• **TASK BRIEF**
Those lines of the data that hold the word "graph" are to be copied out.

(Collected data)
>>>>>
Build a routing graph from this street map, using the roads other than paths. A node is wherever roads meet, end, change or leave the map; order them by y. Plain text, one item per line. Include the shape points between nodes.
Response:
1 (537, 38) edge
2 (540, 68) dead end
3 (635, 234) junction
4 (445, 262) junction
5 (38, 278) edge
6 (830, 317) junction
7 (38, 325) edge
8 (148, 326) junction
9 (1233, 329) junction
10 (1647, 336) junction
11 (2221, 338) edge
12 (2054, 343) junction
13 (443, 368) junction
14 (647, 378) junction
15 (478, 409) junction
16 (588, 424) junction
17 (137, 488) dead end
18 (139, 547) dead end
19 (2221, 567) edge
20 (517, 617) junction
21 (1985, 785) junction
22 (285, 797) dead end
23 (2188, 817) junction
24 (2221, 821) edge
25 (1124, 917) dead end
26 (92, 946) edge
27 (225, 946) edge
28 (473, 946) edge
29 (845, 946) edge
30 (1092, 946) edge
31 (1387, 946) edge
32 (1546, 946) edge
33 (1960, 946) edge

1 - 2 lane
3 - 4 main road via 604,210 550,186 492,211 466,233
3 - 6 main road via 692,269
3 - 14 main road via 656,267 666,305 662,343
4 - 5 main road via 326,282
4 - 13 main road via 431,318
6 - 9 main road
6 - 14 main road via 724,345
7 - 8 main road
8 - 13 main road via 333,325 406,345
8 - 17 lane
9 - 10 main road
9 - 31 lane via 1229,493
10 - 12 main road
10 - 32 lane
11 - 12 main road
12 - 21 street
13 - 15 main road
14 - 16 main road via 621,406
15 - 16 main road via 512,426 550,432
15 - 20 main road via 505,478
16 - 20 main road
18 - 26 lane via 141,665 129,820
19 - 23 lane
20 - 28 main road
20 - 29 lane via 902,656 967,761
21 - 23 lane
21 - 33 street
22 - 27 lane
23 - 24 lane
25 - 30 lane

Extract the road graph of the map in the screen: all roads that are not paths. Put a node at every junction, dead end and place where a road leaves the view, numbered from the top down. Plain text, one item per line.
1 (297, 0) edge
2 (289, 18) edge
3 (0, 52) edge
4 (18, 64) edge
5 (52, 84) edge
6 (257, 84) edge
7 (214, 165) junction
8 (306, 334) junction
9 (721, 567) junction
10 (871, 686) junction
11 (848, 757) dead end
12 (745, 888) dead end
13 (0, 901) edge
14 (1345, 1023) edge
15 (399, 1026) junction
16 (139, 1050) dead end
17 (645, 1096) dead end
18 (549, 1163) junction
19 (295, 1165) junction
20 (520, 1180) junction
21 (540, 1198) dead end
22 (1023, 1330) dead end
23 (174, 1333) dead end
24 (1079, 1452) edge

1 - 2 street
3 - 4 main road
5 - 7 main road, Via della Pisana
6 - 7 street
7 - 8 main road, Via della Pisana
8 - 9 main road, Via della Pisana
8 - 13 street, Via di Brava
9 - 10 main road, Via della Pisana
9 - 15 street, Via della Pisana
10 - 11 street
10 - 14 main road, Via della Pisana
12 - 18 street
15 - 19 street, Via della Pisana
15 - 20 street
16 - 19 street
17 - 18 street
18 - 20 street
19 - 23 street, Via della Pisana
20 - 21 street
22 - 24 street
<<<<<
• **WRITTEN RESPONSE**
Build a routing graph from this street map, using the roads other than paths. A node is wherever roads meet, end, change or leave the map; order them by y. Plain text, one item per line. Include the shape points between nodes.
Extract the road graph of the map in the screen: all roads that are not paths. Put a node at every junction, dead end and place where a road leaves the view, numbered from the top down. Plain text, one item per line.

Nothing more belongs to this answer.